• [Task] From the listing below, return every line with the string "junction" in it.

• [Input records]
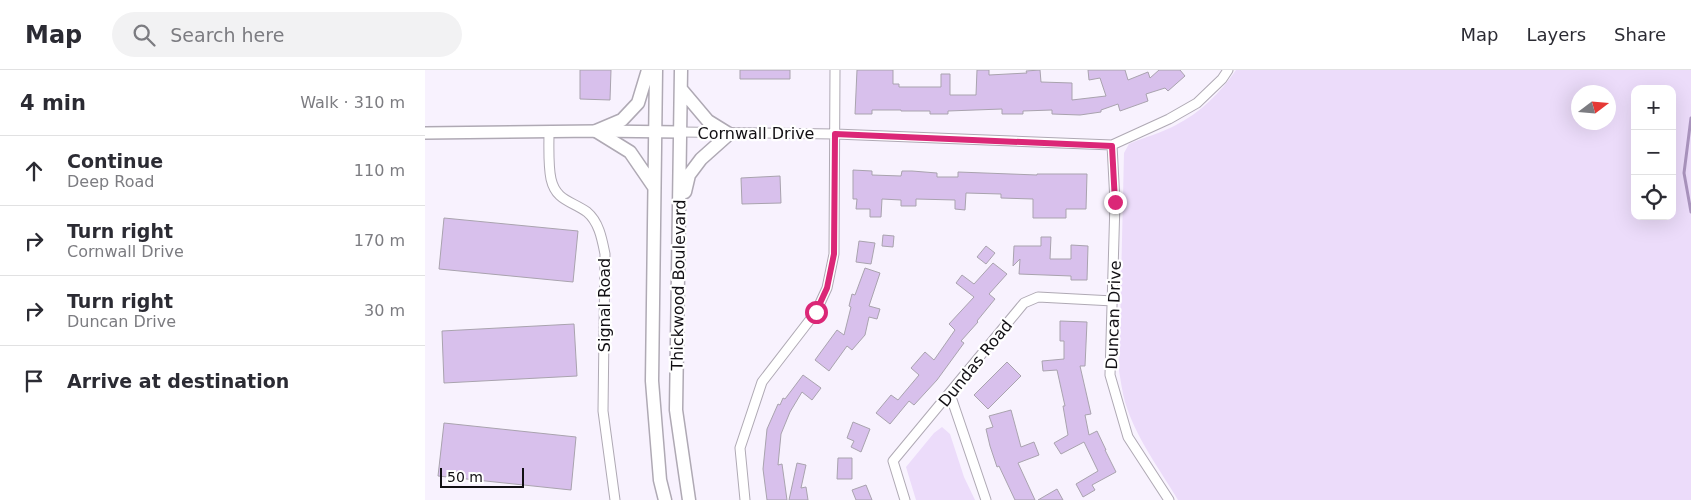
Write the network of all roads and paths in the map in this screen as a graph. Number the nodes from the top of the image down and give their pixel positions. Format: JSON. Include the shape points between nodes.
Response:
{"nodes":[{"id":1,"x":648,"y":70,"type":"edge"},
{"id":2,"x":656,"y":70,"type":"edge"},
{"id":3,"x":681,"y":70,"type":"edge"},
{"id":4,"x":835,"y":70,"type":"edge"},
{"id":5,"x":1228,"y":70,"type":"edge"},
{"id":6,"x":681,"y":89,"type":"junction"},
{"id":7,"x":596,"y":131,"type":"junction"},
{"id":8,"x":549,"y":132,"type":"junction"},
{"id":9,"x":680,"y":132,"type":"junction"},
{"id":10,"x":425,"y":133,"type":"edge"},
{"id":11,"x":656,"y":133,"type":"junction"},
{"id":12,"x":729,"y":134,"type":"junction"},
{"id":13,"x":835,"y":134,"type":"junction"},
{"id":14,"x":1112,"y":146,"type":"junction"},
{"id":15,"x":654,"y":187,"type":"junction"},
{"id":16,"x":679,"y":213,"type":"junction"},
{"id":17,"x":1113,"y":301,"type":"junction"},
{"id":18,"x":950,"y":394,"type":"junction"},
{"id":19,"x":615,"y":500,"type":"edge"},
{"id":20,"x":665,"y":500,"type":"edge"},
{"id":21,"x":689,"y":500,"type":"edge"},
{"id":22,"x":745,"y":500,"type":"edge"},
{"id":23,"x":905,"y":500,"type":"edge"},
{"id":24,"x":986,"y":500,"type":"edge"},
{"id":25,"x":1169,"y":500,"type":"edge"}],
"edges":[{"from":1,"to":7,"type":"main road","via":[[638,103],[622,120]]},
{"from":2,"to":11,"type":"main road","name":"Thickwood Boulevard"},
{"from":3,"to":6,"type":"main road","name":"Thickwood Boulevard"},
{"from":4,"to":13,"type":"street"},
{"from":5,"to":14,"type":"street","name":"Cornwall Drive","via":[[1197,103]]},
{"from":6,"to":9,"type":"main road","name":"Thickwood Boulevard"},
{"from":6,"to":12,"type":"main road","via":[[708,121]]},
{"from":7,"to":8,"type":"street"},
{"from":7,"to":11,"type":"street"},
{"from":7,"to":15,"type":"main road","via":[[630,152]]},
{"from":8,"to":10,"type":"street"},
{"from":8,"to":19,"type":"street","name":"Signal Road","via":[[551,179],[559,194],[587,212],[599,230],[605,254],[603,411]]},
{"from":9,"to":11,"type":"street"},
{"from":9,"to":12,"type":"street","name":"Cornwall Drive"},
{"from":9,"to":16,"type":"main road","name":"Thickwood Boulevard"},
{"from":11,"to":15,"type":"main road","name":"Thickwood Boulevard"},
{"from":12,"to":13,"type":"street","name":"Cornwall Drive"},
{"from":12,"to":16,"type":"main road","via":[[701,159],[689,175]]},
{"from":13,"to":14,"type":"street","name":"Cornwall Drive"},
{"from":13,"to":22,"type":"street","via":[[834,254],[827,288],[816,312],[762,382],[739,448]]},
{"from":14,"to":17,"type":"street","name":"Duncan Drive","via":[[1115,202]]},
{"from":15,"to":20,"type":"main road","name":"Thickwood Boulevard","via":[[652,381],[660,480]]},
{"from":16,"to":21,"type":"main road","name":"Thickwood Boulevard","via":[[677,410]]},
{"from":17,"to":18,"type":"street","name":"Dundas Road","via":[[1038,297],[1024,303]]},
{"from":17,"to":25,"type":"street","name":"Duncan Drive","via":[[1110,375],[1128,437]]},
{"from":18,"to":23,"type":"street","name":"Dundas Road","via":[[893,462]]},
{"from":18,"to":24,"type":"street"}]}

• [Your response]
{"id":6,"x":681,"y":89,"type":"junction"},
{"id":7,"x":596,"y":131,"type":"junction"},
{"id":8,"x":549,"y":132,"type":"junction"},
{"id":9,"x":680,"y":132,"type":"junction"},
{"id":11,"x":656,"y":133,"type":"junction"},
{"id":12,"x":729,"y":134,"type":"junction"},
{"id":13,"x":835,"y":134,"type":"junction"},
{"id":14,"x":1112,"y":146,"type":"junction"},
{"id":15,"x":654,"y":187,"type":"junction"},
{"id":16,"x":679,"y":213,"type":"junction"},
{"id":17,"x":1113,"y":301,"type":"junction"},
{"id":18,"x":950,"y":394,"type":"junction"},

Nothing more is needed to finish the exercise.